### Work to complete
Return all lines of the data in which the string "Stand" occurs.
========================
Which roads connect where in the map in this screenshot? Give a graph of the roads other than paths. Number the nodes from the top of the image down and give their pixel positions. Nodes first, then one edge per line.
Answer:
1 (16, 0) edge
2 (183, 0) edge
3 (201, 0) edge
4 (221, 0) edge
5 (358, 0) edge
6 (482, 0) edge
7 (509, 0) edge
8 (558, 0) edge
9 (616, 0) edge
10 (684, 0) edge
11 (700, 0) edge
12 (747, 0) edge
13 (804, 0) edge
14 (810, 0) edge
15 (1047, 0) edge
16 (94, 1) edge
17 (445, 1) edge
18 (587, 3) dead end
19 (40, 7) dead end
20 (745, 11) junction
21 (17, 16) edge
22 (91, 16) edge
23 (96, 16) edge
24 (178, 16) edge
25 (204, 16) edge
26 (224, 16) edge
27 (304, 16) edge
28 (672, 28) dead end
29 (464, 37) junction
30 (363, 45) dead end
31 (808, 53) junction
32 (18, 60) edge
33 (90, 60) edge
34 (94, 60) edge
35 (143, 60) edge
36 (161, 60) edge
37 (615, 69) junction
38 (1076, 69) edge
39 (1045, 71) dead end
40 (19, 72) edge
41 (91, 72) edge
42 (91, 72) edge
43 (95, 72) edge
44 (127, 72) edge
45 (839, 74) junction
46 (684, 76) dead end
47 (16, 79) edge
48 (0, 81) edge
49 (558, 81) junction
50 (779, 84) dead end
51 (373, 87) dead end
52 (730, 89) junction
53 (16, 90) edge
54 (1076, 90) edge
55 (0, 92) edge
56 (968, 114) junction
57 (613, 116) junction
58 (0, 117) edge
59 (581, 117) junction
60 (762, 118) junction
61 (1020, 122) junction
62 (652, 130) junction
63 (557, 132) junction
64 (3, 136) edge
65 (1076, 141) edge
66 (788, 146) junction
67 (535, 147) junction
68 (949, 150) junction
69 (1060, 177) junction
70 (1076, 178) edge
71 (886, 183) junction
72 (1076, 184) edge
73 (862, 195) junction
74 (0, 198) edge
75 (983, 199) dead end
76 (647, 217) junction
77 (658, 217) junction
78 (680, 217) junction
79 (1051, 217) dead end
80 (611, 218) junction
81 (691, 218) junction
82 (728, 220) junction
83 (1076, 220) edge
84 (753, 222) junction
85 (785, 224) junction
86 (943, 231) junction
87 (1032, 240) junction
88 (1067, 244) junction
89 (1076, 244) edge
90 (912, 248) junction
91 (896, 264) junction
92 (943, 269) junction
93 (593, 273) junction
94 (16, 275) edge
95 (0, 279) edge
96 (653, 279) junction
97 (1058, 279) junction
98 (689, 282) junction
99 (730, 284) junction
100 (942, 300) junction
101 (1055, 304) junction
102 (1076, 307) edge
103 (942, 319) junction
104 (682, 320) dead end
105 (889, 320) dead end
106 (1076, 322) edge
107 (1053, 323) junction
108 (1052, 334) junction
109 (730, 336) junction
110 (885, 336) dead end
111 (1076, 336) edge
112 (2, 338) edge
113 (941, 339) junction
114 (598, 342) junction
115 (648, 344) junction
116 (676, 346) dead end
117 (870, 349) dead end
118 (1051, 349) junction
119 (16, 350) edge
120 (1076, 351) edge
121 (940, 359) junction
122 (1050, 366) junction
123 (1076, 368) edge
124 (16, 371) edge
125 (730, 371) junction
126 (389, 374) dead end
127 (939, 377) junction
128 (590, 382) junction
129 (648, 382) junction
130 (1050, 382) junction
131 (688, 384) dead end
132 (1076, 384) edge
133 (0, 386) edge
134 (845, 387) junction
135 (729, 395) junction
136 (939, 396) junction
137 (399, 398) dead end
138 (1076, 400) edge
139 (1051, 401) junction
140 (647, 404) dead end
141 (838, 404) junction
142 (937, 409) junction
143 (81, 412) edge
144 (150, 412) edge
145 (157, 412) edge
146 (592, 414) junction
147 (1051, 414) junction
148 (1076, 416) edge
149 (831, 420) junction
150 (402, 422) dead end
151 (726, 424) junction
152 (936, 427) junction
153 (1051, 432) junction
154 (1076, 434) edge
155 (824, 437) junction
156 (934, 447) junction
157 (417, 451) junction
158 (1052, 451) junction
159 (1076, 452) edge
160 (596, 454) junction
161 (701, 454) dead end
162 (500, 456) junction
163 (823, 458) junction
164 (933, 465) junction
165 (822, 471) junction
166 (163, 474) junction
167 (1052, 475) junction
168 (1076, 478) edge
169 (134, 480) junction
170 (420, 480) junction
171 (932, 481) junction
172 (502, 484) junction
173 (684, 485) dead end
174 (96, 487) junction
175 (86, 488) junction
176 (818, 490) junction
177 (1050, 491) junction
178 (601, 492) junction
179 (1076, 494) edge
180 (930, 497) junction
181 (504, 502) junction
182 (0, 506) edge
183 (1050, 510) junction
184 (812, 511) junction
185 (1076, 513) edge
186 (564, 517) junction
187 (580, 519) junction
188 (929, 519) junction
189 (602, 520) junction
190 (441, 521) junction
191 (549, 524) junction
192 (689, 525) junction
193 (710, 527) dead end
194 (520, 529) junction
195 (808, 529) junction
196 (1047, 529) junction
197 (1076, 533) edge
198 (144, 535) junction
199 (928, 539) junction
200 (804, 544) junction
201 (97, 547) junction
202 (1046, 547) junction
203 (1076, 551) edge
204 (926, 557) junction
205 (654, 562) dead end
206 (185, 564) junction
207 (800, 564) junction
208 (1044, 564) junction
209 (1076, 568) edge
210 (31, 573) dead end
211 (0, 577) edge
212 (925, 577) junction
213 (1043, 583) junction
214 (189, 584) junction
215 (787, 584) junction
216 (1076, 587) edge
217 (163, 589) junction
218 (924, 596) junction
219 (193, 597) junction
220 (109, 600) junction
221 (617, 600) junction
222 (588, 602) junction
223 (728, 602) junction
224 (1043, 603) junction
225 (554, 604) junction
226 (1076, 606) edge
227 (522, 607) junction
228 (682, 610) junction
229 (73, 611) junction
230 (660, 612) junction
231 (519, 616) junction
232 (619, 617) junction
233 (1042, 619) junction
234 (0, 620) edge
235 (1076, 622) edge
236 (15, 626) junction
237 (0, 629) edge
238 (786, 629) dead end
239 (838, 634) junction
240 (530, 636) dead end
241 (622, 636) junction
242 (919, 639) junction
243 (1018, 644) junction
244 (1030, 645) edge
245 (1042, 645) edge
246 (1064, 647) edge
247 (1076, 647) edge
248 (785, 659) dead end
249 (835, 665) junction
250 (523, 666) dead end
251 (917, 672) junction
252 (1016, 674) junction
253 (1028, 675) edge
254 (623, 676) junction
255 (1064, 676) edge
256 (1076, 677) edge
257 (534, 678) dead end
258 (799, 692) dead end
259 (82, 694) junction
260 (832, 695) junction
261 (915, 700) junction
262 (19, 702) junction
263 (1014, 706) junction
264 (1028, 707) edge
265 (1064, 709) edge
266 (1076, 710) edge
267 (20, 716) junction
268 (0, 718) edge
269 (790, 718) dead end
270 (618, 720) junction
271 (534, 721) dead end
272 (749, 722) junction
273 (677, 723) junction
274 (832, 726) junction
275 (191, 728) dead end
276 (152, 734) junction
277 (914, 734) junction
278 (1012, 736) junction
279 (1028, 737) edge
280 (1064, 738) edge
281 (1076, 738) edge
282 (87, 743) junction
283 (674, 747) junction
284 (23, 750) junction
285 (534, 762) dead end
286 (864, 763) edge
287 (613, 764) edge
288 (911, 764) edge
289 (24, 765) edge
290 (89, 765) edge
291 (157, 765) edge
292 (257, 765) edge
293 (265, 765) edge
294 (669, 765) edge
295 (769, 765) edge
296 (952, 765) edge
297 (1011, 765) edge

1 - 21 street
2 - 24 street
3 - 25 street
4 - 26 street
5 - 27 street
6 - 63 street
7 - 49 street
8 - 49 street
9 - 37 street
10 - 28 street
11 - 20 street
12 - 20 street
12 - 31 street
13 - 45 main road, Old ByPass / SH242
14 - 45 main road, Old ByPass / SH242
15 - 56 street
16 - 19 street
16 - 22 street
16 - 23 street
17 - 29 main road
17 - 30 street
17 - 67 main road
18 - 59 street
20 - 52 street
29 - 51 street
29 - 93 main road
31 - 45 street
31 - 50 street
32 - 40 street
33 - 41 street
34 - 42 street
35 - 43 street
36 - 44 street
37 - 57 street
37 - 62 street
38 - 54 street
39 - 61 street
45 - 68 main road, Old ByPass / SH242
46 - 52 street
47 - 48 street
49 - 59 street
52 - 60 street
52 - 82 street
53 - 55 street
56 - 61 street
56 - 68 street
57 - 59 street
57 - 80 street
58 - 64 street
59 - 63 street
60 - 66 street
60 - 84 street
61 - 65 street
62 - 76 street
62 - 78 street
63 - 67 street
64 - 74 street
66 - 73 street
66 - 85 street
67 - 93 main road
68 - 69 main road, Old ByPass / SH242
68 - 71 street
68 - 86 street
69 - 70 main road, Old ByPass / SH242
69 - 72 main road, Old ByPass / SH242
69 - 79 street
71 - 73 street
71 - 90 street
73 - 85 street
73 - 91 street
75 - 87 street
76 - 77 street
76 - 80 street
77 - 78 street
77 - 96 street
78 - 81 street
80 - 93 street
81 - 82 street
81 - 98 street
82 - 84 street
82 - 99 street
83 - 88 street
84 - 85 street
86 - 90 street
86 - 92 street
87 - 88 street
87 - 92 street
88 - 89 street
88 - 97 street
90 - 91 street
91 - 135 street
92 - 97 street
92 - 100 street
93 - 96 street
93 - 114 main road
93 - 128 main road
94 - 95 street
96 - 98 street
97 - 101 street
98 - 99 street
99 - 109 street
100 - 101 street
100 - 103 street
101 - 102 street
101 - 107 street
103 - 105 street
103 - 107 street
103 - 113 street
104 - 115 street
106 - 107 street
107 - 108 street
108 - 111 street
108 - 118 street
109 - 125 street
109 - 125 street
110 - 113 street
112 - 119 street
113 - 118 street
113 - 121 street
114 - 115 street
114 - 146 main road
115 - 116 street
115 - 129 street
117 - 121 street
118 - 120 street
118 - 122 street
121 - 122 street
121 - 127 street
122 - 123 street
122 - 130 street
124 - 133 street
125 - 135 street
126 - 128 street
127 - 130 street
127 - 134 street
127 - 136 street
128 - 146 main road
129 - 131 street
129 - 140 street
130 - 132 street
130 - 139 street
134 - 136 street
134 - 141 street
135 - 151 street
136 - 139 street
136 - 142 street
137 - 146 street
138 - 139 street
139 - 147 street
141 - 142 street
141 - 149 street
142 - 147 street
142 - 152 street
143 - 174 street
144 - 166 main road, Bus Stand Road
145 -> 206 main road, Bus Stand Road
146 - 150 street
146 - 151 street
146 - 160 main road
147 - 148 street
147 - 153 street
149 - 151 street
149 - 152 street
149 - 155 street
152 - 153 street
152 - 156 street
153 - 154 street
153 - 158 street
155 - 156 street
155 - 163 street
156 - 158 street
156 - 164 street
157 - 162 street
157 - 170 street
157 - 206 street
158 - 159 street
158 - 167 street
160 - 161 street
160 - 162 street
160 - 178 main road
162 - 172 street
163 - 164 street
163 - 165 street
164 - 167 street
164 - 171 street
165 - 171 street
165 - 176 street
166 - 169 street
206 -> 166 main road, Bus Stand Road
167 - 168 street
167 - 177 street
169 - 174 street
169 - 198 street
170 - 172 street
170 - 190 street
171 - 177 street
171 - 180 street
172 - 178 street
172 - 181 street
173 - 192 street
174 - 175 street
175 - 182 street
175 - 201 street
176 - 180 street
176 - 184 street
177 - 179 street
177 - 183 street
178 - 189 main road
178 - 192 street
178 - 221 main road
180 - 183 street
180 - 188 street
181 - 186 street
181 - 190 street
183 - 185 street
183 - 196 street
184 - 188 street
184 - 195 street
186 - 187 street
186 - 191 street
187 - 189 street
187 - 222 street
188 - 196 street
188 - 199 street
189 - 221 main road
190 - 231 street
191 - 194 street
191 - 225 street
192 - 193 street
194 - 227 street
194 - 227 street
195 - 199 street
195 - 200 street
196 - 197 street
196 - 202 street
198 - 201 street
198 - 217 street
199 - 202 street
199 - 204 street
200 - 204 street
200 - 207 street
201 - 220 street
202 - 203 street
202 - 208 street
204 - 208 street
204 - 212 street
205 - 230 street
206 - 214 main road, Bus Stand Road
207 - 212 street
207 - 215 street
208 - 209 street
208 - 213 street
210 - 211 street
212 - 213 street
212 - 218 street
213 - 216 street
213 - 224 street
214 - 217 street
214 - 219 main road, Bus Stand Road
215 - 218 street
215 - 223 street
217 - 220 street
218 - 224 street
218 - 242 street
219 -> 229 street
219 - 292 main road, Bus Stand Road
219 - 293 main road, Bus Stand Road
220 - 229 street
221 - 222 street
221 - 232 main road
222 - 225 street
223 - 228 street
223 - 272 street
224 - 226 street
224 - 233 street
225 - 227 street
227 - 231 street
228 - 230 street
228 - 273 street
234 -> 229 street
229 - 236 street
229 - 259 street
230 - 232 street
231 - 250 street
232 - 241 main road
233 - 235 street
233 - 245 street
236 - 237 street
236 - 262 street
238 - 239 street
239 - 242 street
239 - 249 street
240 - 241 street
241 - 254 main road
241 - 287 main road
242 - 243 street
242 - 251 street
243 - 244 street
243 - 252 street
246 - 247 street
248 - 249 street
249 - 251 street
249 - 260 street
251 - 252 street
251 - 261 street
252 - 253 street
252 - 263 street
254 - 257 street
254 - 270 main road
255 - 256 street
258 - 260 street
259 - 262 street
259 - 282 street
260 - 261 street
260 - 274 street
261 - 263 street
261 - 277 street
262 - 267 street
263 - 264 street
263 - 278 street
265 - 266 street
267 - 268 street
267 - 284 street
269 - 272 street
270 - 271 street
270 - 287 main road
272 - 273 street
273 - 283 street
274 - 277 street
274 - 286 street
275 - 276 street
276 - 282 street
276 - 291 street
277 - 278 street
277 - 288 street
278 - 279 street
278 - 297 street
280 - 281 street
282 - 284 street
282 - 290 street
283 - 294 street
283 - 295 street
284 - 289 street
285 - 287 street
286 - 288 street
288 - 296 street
========================
### Task response
144 - 166 main road, Bus Stand Road
145 -> 206 main road, Bus Stand Road
206 -> 166 main road, Bus Stand Road
206 - 214 main road, Bus Stand Road
214 - 219 main road, Bus Stand Road
219 - 292 main road, Bus Stand Road
219 - 293 main road, Bus Stand Road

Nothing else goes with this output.